Monday and my shoulder's back at the wheel ... but over the weekend I worked to provide continuity to a series of posts that have only now been sorted out on the Authentic wiki.

Starting with the "commoner," this is my take on the ordinary worker in society, whose training and knowledge is minimal and mostly confined to one set of tasks: farmers, herders, sailors, the like.  My rules regarding hit points per die explains the origin of the commoner's hit points, which are essentially the same for any animal or humanoid of the same approximate weight.  As the commoner has no training whatsoever in the art of fighting, a 150 lb. farmer with 1 hit die has the same number of hit points as a 150 lb. goat, also with 1 hit die.  I find this appropos.

Because a commoner ought to be able to learn how to fight, I built a set of rules as a "sage ability" called "harden commoner."  This explains the simple procedure for how a player character (or anyone with the ability) can turn a simple commoner into a semi-effective asset in a fight, should that be the plan.  Here I'm thinking of the scene in 1960's The Magnificent Seven, in which experienced gunfighters educate the local peasants on shooting and setting traps, in order to help defend their own village.  But it's important to understand this brief training wouldn't make these peasants "soldiers" ... but it also means they cease to be untrained commoners, also.

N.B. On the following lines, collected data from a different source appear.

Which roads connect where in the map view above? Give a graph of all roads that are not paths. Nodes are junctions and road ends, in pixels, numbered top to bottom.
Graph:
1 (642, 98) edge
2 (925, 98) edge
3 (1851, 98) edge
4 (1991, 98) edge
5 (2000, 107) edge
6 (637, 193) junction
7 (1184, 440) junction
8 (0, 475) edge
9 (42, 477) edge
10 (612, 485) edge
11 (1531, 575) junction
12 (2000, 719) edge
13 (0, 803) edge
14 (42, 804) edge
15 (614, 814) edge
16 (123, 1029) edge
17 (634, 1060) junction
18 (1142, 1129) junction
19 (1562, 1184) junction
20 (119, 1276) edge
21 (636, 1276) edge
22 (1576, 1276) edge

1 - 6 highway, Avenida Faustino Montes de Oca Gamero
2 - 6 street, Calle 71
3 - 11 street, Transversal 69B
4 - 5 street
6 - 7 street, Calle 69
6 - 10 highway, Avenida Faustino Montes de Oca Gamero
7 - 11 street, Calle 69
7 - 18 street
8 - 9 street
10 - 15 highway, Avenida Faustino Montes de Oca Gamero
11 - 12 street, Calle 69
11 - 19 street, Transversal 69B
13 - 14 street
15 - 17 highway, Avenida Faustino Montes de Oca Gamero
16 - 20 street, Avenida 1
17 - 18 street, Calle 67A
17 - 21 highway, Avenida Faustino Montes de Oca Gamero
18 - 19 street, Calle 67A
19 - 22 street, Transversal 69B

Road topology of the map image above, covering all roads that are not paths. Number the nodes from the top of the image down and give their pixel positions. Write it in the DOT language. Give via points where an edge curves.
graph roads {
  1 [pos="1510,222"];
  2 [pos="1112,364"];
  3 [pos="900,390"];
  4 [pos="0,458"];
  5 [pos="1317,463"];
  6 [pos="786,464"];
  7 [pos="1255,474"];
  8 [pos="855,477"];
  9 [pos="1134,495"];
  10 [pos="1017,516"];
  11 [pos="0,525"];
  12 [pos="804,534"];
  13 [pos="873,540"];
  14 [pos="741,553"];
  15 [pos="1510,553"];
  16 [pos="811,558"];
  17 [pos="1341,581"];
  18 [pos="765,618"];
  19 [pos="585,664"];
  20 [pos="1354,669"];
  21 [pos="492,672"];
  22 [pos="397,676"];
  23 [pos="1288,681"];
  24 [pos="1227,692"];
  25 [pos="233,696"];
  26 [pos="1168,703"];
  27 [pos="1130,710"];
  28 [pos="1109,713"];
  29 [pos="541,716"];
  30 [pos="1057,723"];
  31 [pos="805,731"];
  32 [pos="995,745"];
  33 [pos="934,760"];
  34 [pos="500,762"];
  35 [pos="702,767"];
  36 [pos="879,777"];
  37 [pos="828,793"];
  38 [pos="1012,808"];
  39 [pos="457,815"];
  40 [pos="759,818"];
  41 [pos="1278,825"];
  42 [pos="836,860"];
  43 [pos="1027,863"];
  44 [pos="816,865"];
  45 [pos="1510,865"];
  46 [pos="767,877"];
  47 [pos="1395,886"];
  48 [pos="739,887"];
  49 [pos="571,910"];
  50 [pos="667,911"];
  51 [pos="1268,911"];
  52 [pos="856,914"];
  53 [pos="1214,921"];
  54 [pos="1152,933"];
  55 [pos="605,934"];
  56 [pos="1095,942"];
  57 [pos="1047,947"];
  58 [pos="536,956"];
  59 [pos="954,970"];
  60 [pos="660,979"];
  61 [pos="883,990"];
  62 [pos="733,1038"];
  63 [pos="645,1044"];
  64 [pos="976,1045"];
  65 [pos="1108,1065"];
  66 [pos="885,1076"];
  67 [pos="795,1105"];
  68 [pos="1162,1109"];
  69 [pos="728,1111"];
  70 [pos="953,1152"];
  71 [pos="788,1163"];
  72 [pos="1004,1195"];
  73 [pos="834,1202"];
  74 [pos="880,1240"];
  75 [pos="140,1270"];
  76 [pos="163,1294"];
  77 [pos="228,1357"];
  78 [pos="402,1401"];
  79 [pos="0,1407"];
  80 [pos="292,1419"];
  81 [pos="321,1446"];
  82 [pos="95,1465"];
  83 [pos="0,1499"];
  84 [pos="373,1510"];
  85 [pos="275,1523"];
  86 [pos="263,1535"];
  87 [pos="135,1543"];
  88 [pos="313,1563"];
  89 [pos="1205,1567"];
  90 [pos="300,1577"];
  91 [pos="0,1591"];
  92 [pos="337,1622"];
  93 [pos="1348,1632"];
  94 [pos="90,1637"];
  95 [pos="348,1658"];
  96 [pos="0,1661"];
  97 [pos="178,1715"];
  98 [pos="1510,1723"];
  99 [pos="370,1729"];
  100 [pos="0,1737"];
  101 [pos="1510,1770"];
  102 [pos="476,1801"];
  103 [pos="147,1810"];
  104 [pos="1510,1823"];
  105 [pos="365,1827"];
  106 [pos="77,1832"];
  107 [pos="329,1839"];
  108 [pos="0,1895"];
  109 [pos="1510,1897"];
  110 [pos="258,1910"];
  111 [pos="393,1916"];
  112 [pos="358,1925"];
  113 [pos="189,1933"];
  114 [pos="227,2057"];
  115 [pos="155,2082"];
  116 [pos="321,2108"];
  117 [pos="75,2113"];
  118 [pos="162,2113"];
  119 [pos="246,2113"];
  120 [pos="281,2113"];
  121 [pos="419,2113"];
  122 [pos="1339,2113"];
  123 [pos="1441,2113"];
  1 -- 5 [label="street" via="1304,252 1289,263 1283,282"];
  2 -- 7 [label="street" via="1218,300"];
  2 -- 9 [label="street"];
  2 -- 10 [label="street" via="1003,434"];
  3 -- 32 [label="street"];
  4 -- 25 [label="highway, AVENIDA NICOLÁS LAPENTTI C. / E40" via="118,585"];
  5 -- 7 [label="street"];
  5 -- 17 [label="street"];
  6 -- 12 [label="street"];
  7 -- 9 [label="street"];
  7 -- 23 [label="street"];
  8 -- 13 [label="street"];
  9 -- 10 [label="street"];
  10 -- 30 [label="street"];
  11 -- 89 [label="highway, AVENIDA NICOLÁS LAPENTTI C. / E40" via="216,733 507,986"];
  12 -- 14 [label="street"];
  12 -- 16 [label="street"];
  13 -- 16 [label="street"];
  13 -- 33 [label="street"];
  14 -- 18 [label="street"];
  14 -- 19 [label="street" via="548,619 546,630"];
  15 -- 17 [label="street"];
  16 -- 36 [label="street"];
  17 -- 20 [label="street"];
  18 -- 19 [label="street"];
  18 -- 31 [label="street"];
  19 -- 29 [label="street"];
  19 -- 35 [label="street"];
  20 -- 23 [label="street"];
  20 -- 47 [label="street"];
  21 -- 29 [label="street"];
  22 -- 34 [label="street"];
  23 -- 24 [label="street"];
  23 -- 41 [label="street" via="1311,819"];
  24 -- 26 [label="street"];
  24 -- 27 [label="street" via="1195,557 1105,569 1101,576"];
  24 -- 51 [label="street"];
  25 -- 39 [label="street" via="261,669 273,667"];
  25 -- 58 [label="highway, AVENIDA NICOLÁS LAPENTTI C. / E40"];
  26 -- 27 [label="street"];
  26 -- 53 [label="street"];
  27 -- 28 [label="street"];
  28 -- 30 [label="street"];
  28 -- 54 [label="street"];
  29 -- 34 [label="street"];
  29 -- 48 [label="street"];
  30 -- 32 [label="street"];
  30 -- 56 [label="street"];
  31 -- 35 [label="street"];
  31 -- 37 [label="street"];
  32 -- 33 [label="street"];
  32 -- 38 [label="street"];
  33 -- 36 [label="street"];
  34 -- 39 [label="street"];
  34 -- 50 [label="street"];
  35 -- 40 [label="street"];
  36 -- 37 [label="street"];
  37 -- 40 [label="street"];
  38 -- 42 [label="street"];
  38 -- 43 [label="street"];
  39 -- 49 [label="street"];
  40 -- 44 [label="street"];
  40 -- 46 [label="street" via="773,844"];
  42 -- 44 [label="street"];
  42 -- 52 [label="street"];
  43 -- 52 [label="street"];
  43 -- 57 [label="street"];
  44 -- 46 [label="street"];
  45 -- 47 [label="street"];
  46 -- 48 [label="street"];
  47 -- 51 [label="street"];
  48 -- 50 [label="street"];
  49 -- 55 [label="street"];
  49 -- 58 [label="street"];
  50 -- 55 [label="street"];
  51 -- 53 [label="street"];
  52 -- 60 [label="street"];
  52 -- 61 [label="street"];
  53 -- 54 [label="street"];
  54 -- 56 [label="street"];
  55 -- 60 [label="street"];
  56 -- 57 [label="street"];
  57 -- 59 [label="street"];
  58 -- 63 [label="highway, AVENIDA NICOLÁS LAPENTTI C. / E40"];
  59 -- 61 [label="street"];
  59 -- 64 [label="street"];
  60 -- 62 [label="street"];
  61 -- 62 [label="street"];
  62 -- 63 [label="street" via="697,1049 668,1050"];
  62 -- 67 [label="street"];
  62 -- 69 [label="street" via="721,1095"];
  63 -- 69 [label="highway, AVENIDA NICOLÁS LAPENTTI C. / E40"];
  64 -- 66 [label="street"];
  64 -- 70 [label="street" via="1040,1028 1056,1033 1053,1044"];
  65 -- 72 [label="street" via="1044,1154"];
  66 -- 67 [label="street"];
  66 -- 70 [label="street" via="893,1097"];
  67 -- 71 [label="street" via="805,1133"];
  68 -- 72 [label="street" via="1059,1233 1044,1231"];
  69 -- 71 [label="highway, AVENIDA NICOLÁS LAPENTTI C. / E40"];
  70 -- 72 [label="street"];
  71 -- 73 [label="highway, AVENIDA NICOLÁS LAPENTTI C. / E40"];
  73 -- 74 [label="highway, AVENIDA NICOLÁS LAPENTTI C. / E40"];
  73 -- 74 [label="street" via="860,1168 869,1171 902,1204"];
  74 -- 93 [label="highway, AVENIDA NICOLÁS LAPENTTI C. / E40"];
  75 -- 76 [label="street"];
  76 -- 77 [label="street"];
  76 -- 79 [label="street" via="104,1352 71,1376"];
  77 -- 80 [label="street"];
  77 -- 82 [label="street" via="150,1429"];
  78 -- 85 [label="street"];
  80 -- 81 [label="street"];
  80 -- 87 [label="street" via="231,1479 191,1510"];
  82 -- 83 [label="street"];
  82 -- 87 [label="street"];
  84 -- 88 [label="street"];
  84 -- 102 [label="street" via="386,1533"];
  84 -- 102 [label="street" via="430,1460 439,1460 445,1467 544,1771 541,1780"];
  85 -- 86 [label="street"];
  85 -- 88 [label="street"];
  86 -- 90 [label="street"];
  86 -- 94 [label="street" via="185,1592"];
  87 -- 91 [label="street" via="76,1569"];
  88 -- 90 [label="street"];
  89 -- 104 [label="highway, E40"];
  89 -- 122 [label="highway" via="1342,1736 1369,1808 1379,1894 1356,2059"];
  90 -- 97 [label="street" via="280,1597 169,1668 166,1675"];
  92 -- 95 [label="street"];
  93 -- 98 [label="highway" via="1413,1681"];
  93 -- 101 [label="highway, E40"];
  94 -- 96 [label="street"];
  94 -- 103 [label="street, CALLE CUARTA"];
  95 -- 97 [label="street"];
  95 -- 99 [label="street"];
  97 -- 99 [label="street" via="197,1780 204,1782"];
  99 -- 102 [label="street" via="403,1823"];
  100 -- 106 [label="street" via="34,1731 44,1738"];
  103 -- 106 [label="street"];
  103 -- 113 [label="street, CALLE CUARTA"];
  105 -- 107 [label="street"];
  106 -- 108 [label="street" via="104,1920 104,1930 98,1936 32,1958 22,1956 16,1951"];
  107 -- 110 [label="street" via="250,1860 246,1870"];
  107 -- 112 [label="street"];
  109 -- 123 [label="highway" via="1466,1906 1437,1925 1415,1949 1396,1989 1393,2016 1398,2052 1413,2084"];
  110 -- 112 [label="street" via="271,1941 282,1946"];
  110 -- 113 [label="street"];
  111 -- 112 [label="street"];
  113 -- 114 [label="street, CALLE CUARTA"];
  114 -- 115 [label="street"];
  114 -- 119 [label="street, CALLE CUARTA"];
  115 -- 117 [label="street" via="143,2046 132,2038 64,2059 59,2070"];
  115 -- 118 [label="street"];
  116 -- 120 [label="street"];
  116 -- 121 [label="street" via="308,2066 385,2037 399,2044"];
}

I made up a word for such persons, calling them "comrades" ... and updated this description also to reflect the rules under harden commoner.  Those rules, the reader should notice, are quite gritty.  There's room for six measures of "comrade," depending on how much training they've received.  For example, if the players have only one week to train a group of peasants, then it's possible for some of them to learn how to hold and use a shield in combat.  With another week, those who failed the first time to use a shield may yet learn, while others could have their constitution increased 1 point, reduce their non-proficiency penalty with real weapons, and properly wear a helmet in combat.  Recruits in training do sometimes trip and fall because they have trouble with these.

Before I defend the increase in constitution (which I know I have to), I want to express first how realistic I find the procedure described.  It's time sensitive.  The changeover from commoner to comrade isn't instantaneous, nor is it black and white.  Each stage makes an individual a little less a commoner and a little more a comrade, until the process is complete.  As I say, gritty.  But also the sort of thing that lends real interest for the player's immersion in the combat.  If Tomas, say, can actually use a machete (hereditary weapon) and a shield in the fight, while none of his fellows succeeded in getting that far, it gives reason for the players to recognise that Tomas is not Sotero, and not Miguel.  They're people ... and that encourages the players to INVEST in them, even if they're non-player characters.  These elements really matter in keying the players into the game world's romanticism.

Okay, about constitution.  With respect to AD&D, and early D&D rules, the player characters ability stats were sacrosanct.  Nothing short of a wish or like powerful magic could change them, and even at that such power was not absolute.  Gygax understood, as did others, that if the players could simply all change their ability stats to 18, much of the game's verisimilitude would be lost ... and the whole point of rolling up a character made redundant.  Fixed ability stats forced players to adhere to this in game play, if nothing else, and the player's liking or not liking of it be damned.  Under extreme circumstances, stats could be lowered or raised; or they could be affected by the character's age; but most of the time, what the die said when we rolled our character, that's what we lived with.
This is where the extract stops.